▶ [Required work]
Please copy every line of the data in which the string "Augusta" appears.

======== Source data

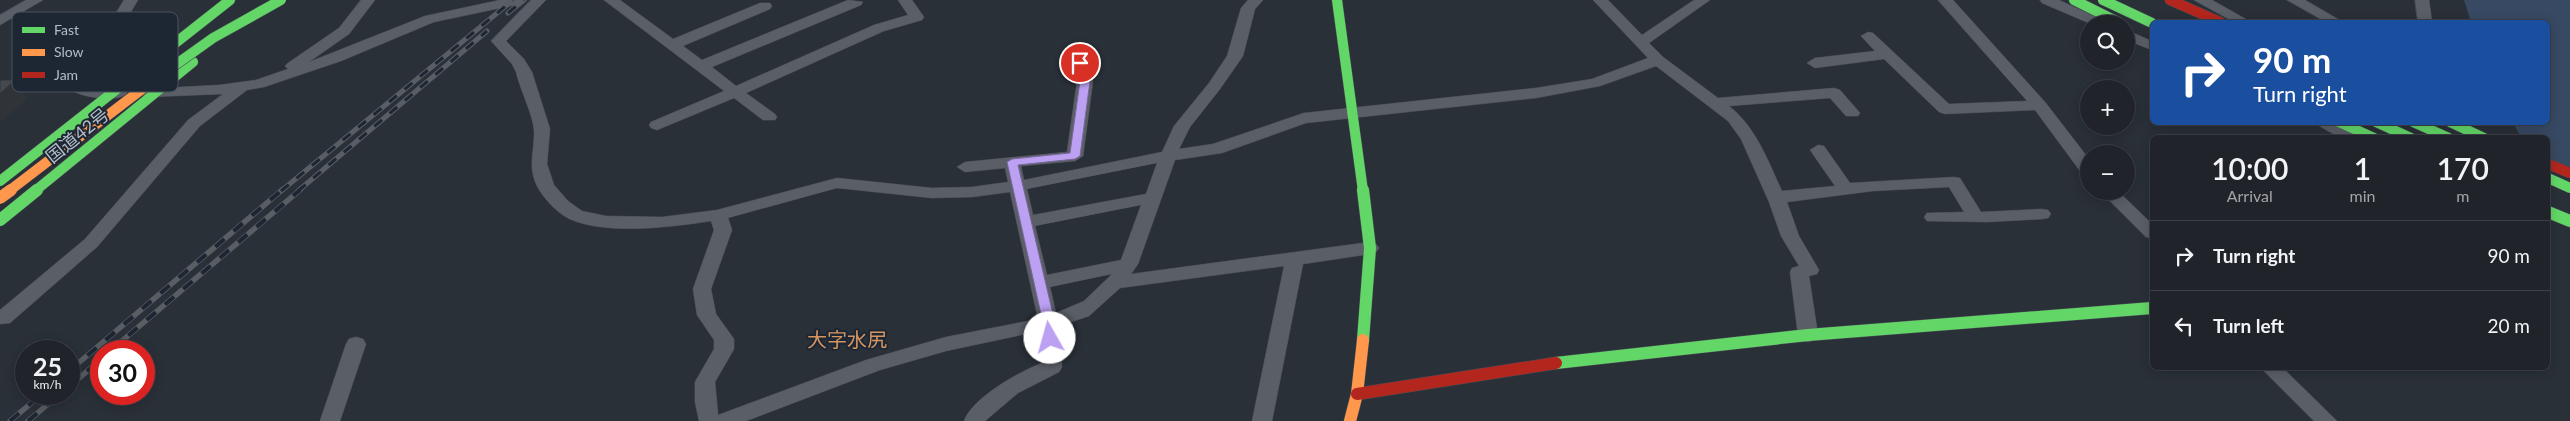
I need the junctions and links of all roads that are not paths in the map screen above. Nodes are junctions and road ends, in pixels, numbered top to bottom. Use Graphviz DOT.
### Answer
graph roads {
  1 [pos="36,0"];
  2 [pos="131,0"];
  3 [pos="230,0"];
  4 [pos="270,0"];
  5 [pos="281,0"];
  6 [pos="368,0"];
  7 [pos="520,0"];
  8 [pos="539,0"];
  9 [pos="610,0"];
  10 [pos="905,0"];
  11 [pos="1256,0"];
  12 [pos="1337,0"];
  13 [pos="1600,0"];
  14 [pos="1703,0"];
  15 [pos="1945,0"];
  16 [pos="2047,0"];
  17 [pos="2074,0"];
  18 [pos="2103,0"];
  19 [pos="2170,0"];
  20 [pos="2201,0"];
  21 [pos="2294,0"];
  22 [pos="2422,0"];
  23 [pos="497,2"];
  24 [pos="856,2"];
  25 [pos="765,6"];
  26 [pos="15,12"];
  27 [pos="124,12"];
  28 [pos="12,14"];
  29 [pos="2083,15"];
  30 [pos="2104,15"];
  31 [pos="2215,20"];
  32 [pos="2240,20"];
  33 [pos="2332,20"];
  34 [pos="2425,20"];
  35 [pos="0,21"];
  36 [pos="2150,22"];
  37 [pos="2135,30"];
  38 [pos="1868,36"];
  39 [pos="2150,37"];
  40 [pos="2135,38"];
  41 [pos="178,41"];
  42 [pos="1641,41"];
  43 [pos="672,45"];
  44 [pos="2150,45"];
  45 [pos="1075,46"];
  46 [pos="1887,54"];
  47 [pos="1658,60"];
  48 [pos="178,61"];
  49 [pos="1815,63"];
  50 [pos="702,66"];
  51 [pos="178,75"];
  52 [pos="270,81"];
  53 [pos="242,87"];
  54 [pos="178,90"];
  55 [pos="88,92"];
  56 [pos="134,92"];
  57 [pos="138,92"];
  58 [pos="157,92"];
  59 [pos="736,92"];
  60 [pos="111,93"];
  61 [pos="1714,103"];
  62 [pos="2039,106"];
  63 [pos="1354,113"];
  64 [pos="1852,113"];
  65 [pos="769,117"];
  66 [pos="657,125"];
  67 [pos="2326,125"];
  68 [pos="2346,125"];
  69 [pos="2383,125"];
  70 [pos="2420,125"];
  71 [pos="2456,125"];
  72 [pos="2347,135"];
  73 [pos="2367,135"];
  74 [pos="2404,135"];
  75 [pos="2442,135"];
  76 [pos="2478,135"];
  77 [pos="1818,150"];
  78 [pos="1168,156"];
  79 [pos="2080,159"];
  80 [pos="1012,162"];
  81 [pos="2550,165"];
  82 [pos="965,168"];
  83 [pos="2570,174"];
  84 [pos="2550,180"];
  85 [pos="0,181"];
  86 [pos="2550,181"];
  87 [pos="2570,183"];
  88 [pos="1017,186"];
  89 [pos="2570,188"];
  90 [pos="1846,190"];
  91 [pos="1775,196"];
  92 [pos="0,198"];
  93 [pos="1153,198"];
  94 [pos="2117,200"];
  95 [pos="2550,213"];
  96 [pos="2042,214"];
  97 [pos="718,215"];
  98 [pos="1933,217"];
  99 [pos="1976,217"];
  100 [pos="0,220"];
  101 [pos="2570,221"];
  102 [pos="1026,222"];
  103 [pos="2150,231"];
  104 [pos="1370,248"];
  105 [pos="1295,259"];
  106 [pos="1129,264"];
  107 [pos="1115,282"];
  108 [pos="1040,283"];
  109 [pos="2150,308"];
  110 [pos="1,323"];
  111 [pos="1049,323"];
  112 [pos="1808,335"];
  113 [pos="356,344"];
  114 [pos="2273,370"];
  115 [pos="1357,394"];
  116 [pos="974,420"];
  117 [pos="330,421"];
  118 [pos="709,421"];
  119 [pos="724,421"];
  120 [pos="1262,421"];
  121 [pos="1350,421"];
  122 [pos="2327,421"];
  1 -- 26 [label="street"];
  2 -- 27 [label="street"];
  3 -- 41 [label="main road, 国道42号"];
  4 -- 51 [label="main road, 国道42号"];
  5 -- 48 [label="main road, bridge"];
  6 -- 52 [label="street"];
  7 -- 23 [label="street"];
  8 -- 97 [label="street"];
  9 -- 43 [label="street"];
  10 -- 59 [label="street"];
  11 -- 78 [label="street"];
  12 -- 63 [label="main road"];
  13 -- 42 [label="street"];
  14 -- 42 [label="street"];
  15 -- 62 [label="street"];
  16 -- 29 [label="street"];
  17 -- 30 [label="main road"];
  18 -- 36 [label="main road"];
  19 -- 31 [label="main road"];
  20 -- 32 [label="street"];
  21 -- 33 [label="street"];
  22 -- 34 [label="street"];
  23 -- 52 [label="street"];
  24 -- 50 [label="street"];
  25 -- 43 [label="street"];
  28 -- 35 [label="street"];
  37 -- 39 [label="main road"];
  38 -- 46 [label="street"];
  40 -- 44 [label="street"];
  42 -- 47 [label="street"];
  43 -- 50 [label="street"];
  45 -- 80 [label="street"];
  46 -- 49 [label="street"];
  46 -- 62 [label="street"];
  47 -- 61 [label="street"];
  47 -- 63 [label="street"];
  50 -- 59 [label="street"];
  52 -- 53 [label="street"];
  53 -- 54 [label="street"];
  53 -- 110 [label="street"];
  55 -- 60 [label="street"];
  56 -- 60 [label="street"];
  57 -- 92 [label="main road, bridge"];
  58 -- 100 [label="main road, 国道42号"];
  59 -- 65 [label="street"];
  59 -- 66 [label="street"];
  60 -- 85 [label="main road, 国道42号"];
  61 -- 64 [label="street"];
  61 -- 91 [label="street"];
  62 -- 79 [label="street"];
  63 -- 78 [label="street"];
  63 -- 104 [label="main road"];
  67 -- 72 [label="street"];
  68 -- 73 [label="main road"];
  69 -- 74 [label="main road"];
  70 -- 75 [label="main road, bridge"];
  71 -- 76 [label="main road"];
  77 -- 90 [label="street"];
  78 -- 88 [label="street"];
  78 -- 93 [label="street"];
  80 -- 82 [label="street"];
  80 -- 88 [label="street"];
  81 -- 83 [label="main road"];
  84 -- 87 [label="main road"];
  86 -- 89 [label="main road, bridge"];
  88 -- 97 [label="street"];
  88 -- 102 [label="street"];
  90 -- 91 [label="street"];
  90 -- 99 [label="street"];
  91 -- 112 [label="street"];
  93 -- 102 [label="street"];
  93 -- 106 [label="street"];
  94 -- 103 [label="street"];
  95 -- 101 [label="main road"];
  96 -- 99 [label="street"];
  97 -- 118 [label="street"];
  98 -- 99 [label="street"];
  102 -- 108 [label="street"];
  104 -- 105 [label="street"];
  104 -- 115 [label="main road"];
  105 -- 107 [label="street"];
  105 -- 120 [label="street"];
  106 -- 107 [label="street"];
  106 -- 108 [label="street"];
  107 -- 111 [label="street"];
  108 -- 111 [label="street"];
  109 -- 112 [label="main road"];
  111 -- 116 [label="street"];
  111 -- 119 [label="street"];
  112 -- 115 [label="main road"];
  113 -- 117 [label="street"];
  114 -- 122 [label="street"];
  115 -- 121 [label="main road"];
}
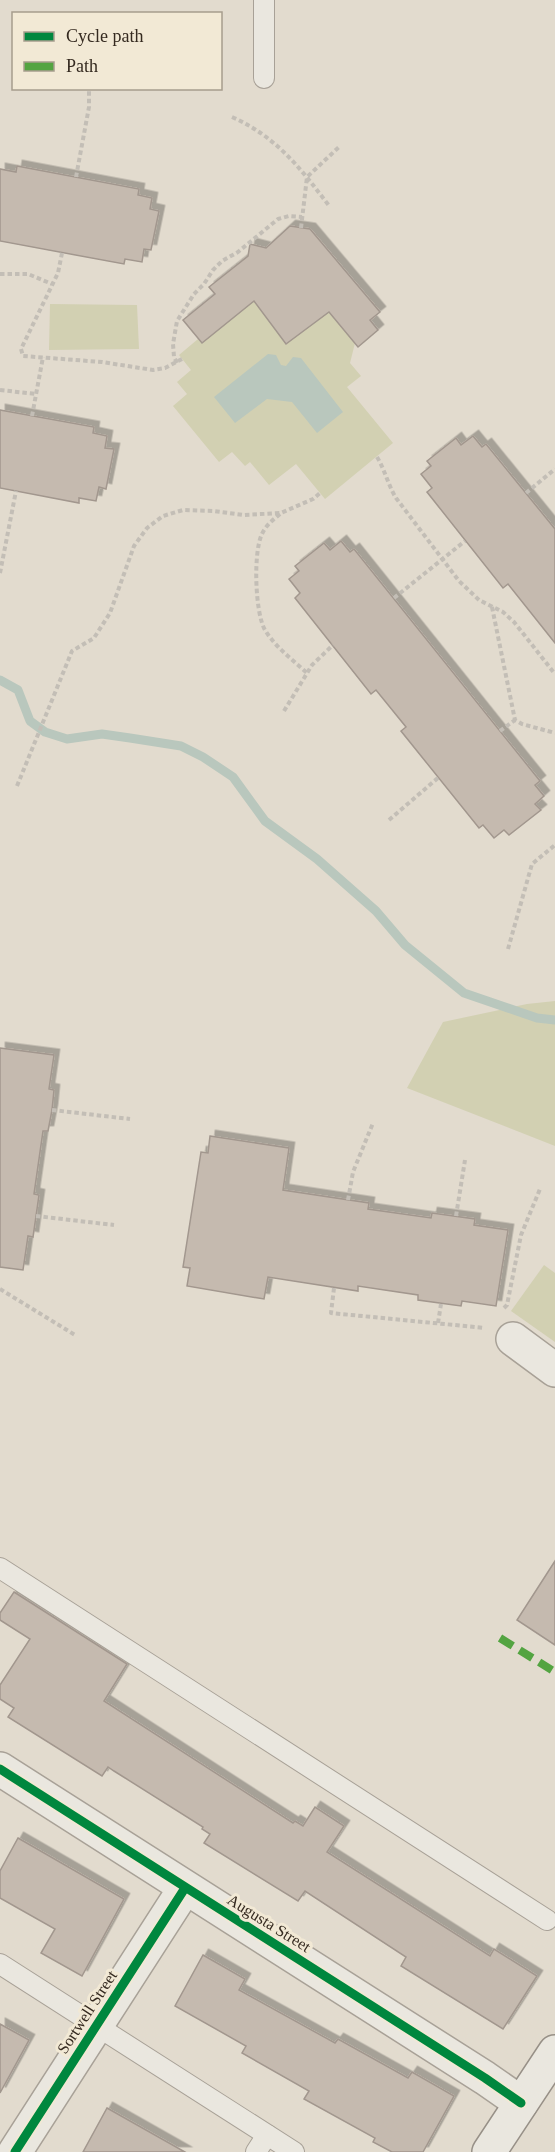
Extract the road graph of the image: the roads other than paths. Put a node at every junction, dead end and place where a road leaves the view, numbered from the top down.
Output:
1 (264, 0) edge
2 (264, 78) dead end
3 (500, 1327) road end
4 (555, 1370) edge
5 (0, 1568) edge
6 (0, 1769) edge
7 (184, 1888) junction
8 (547, 1920) dead end
9 (0, 1964) edge
10 (96, 2025) junction
11 (555, 2052) edge
12 (521, 2103) junction
13 (267, 2135) junction
14 (15, 2152) edge
15 (256, 2152) edge
16 (294, 2152) edge
17 (489, 2152) edge

1 - 2 lane
3 - 4 street
5 - 8 lane
6 - 7 street, Augusta Street
7 - 10 street, Sortwell Street
7 - 12 street, Augusta Street
9 - 10 lane
10 - 13 lane
10 - 14 street, Sortwell Street
11 - 12 street
12 - 17 street
13 - 15 lane
13 - 16 lane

================

▶ [Worked solution]
6 - 7 street, Augusta Street
7 - 12 street, Augusta Street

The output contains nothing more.